Stored data:
*** Begin section ***

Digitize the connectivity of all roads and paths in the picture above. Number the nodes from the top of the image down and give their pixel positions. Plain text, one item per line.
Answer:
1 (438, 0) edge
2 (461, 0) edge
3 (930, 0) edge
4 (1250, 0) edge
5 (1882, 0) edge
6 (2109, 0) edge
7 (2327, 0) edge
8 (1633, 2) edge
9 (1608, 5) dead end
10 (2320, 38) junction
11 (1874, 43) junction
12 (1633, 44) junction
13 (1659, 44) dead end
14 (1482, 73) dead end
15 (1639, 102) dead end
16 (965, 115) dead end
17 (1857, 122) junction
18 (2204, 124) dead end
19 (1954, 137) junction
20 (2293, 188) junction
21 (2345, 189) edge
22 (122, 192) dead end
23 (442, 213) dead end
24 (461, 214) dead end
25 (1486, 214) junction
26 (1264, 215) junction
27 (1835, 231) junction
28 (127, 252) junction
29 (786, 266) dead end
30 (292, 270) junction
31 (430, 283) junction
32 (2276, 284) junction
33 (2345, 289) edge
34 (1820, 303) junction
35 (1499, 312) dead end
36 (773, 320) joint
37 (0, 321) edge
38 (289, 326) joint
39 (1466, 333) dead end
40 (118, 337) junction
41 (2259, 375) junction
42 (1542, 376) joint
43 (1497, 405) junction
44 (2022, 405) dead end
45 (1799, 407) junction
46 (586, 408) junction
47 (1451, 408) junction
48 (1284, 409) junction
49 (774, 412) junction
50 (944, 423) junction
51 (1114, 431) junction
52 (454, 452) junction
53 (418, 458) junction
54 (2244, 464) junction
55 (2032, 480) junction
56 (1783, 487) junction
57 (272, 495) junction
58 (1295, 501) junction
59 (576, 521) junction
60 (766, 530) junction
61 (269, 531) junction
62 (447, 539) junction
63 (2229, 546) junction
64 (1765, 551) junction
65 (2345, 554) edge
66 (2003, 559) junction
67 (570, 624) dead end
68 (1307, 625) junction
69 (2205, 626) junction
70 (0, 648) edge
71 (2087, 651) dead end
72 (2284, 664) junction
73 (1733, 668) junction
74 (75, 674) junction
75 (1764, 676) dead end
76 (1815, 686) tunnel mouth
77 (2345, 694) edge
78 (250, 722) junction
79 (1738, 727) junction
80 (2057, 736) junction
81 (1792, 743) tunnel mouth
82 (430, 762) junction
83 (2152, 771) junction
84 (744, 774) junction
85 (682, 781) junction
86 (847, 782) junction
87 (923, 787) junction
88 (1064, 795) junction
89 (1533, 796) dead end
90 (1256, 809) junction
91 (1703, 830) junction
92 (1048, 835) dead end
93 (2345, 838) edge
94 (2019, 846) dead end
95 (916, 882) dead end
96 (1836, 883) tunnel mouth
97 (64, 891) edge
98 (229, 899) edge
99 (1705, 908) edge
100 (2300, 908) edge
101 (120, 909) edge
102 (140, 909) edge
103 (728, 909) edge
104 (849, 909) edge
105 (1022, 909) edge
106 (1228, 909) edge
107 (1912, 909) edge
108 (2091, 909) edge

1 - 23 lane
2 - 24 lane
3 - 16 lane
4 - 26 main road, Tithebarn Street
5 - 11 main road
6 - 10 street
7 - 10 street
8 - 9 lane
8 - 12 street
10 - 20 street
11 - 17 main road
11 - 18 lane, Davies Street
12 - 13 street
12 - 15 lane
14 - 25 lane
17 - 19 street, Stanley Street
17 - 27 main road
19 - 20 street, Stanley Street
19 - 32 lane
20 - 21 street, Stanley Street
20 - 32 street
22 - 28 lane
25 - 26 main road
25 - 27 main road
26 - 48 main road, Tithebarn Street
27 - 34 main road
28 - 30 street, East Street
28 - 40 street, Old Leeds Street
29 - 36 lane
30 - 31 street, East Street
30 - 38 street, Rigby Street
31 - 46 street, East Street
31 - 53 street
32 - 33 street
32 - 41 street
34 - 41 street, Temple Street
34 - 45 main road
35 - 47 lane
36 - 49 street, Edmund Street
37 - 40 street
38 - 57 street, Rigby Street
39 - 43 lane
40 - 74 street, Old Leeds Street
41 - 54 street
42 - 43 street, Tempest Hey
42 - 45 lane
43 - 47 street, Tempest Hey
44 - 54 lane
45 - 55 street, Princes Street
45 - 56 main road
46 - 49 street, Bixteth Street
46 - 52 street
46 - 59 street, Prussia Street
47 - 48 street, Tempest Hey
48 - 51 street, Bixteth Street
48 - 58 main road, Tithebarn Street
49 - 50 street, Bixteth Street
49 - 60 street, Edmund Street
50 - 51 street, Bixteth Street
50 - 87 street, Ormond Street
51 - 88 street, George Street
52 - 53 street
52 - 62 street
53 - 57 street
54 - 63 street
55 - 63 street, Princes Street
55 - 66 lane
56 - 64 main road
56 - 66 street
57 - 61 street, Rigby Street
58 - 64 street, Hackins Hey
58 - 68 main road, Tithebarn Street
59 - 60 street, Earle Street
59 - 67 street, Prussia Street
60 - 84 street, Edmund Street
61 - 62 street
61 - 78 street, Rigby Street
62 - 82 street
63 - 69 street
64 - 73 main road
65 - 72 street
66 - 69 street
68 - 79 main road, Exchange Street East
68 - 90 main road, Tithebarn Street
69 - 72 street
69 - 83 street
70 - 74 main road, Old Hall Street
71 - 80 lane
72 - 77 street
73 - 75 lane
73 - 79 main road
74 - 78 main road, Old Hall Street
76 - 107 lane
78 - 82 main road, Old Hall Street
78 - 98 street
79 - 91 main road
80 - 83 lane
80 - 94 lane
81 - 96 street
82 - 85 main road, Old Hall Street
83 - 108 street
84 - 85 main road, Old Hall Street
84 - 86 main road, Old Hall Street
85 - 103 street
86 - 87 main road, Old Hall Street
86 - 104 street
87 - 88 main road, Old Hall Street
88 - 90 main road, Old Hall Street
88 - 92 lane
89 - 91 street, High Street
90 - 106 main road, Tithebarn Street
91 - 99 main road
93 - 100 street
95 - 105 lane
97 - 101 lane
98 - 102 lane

*** End section ***

■ **About this exercise**
Would you write the records out again, word for word?

■ **Exercise result**
Digitize the connectivity of all roads and paths in the picture above. Number the nodes from the top of the image down and give their pixel positions. Plain text, one item per line.
Answer:
1 (438, 0) edge
2 (461, 0) edge
3 (930, 0) edge
4 (1250, 0) edge
5 (1882, 0) edge
6 (2109, 0) edge
7 (2327, 0) edge
8 (1633, 2) edge
9 (1608, 5) dead end
10 (2320, 38) junction
11 (1874, 43) junction
12 (1633, 44) junction
13 (1659, 44) dead end
14 (1482, 73) dead end
15 (1639, 102) dead end
16 (965, 115) dead end
17 (1857, 122) junction
18 (2204, 124) dead end
19 (1954, 137) junction
20 (2293, 188) junction
21 (2345, 189) edge
22 (122, 192) dead end
23 (442, 213) dead end
24 (461, 214) dead end
25 (1486, 214) junction
26 (1264, 215) junction
27 (1835, 231) junction
28 (127, 252) junction
29 (786, 266) dead end
30 (292, 270) junction
31 (430, 283) junction
32 (2276, 284) junction
33 (2345, 289) edge
34 (1820, 303) junction
35 (1499, 312) dead end
36 (773, 320) joint
37 (0, 321) edge
38 (289, 326) joint
39 (1466, 333) dead end
40 (118, 337) junction
41 (2259, 375) junction
42 (1542, 376) joint
43 (1497, 405) junction
44 (2022, 405) dead end
45 (1799, 407) junction
46 (586, 408) junction
47 (1451, 408) junction
48 (1284, 409) junction
49 (774, 412) junction
50 (944, 423) junction
51 (1114, 431) junction
52 (454, 452) junction
53 (418, 458) junction
54 (2244, 464) junction
55 (2032, 480) junction
56 (1783, 487) junction
57 (272, 495) junction
58 (1295, 501) junction
59 (576, 521) junction
60 (766, 530) junction
61 (269, 531) junction
62 (447, 539) junction
63 (2229, 546) junction
64 (1765, 551) junction
65 (2345, 554) edge
66 (2003, 559) junction
67 (570, 624) dead end
68 (1307, 625) junction
69 (2205, 626) junction
70 (0, 648) edge
71 (2087, 651) dead end
72 (2284, 664) junction
73 (1733, 668) junction
74 (75, 674) junction
75 (1764, 676) dead end
76 (1815, 686) tunnel mouth
77 (2345, 694) edge
78 (250, 722) junction
79 (1738, 727) junction
80 (2057, 736) junction
81 (1792, 743) tunnel mouth
82 (430, 762) junction
83 (2152, 771) junction
84 (744, 774) junction
85 (682, 781) junction
86 (847, 782) junction
87 (923, 787) junction
88 (1064, 795) junction
89 (1533, 796) dead end
90 (1256, 809) junction
91 (1703, 830) junction
92 (1048, 835) dead end
93 (2345, 838) edge
94 (2019, 846) dead end
95 (916, 882) dead end
96 (1836, 883) tunnel mouth
97 (64, 891) edge
98 (229, 899) edge
99 (1705, 908) edge
100 (2300, 908) edge
101 (120, 909) edge
102 (140, 909) edge
103 (728, 909) edge
104 (849, 909) edge
105 (1022, 909) edge
106 (1228, 909) edge
107 (1912, 909) edge
108 (2091, 909) edge

1 - 23 lane
2 - 24 lane
3 - 16 lane
4 - 26 main road, Tithebarn Street
5 - 11 main road
6 - 10 street
7 - 10 street
8 - 9 lane
8 - 12 street
10 - 20 street
11 - 17 main road
11 - 18 lane, Davies Street
12 - 13 street
12 - 15 lane
14 - 25 lane
17 - 19 street, Stanley Street
17 - 27 main road
19 - 20 street, Stanley Street
19 - 32 lane
20 - 21 street, Stanley Street
20 - 32 street
22 - 28 lane
25 - 26 main road
25 - 27 main road
26 - 48 main road, Tithebarn Street
27 - 34 main road
28 - 30 street, East Street
28 - 40 street, Old Leeds Street
29 - 36 lane
30 - 31 street, East Street
30 - 38 street, Rigby Street
31 - 46 street, East Street
31 - 53 street
32 - 33 street
32 - 41 street
34 - 41 street, Temple Street
34 - 45 main road
35 - 47 lane
36 - 49 street, Edmund Street
37 - 40 street
38 - 57 street, Rigby Street
39 - 43 lane
40 - 74 street, Old Leeds Street
41 - 54 street
42 - 43 street, Tempest Hey
42 - 45 lane
43 - 47 street, Tempest Hey
44 - 54 lane
45 - 55 street, Princes Street
45 - 56 main road
46 - 49 street, Bixteth Street
46 - 52 street
46 - 59 street, Prussia Street
47 - 48 street, Tempest Hey
48 - 51 street, Bixteth Street
48 - 58 main road, Tithebarn Street
49 - 50 street, Bixteth Street
49 - 60 street, Edmund Street
50 - 51 street, Bixteth Street
50 - 87 street, Ormond Street
51 - 88 street, George Street
52 - 53 street
52 - 62 street
53 - 57 street
54 - 63 street
55 - 63 street, Princes Street
55 - 66 lane
56 - 64 main road
56 - 66 street
57 - 61 street, Rigby Street
58 - 64 street, Hackins Hey
58 - 68 main road, Tithebarn Street
59 - 60 street, Earle Street
59 - 67 street, Prussia Street
60 - 84 street, Edmund Street
61 - 62 street
61 - 78 street, Rigby Street
62 - 82 street
63 - 69 street
64 - 73 main road
65 - 72 street
66 - 69 street
68 - 79 main road, Exchange Street East
68 - 90 main road, Tithebarn Street
69 - 72 street
69 - 83 street
70 - 74 main road, Old Hall Street
71 - 80 lane
72 - 77 street
73 - 75 lane
73 - 79 main road
74 - 78 main road, Old Hall Street
76 - 107 lane
78 - 82 main road, Old Hall Street
78 - 98 street
79 - 91 main road
80 - 83 lane
80 - 94 lane
81 - 96 street
82 - 85 main road, Old Hall Street
83 - 108 street
84 - 85 main road, Old Hall Street
84 - 86 main road, Old Hall Street
85 - 103 street
86 - 87 main road, Old Hall Street
86 - 104 street
87 - 88 main road, Old Hall Street
88 - 90 main road, Old Hall Street
88 - 92 lane
89 - 91 street, High Street
90 - 106 main road, Tithebarn Street
91 - 99 main road
93 - 100 street
95 - 105 lane
97 - 101 lane
98 - 102 lane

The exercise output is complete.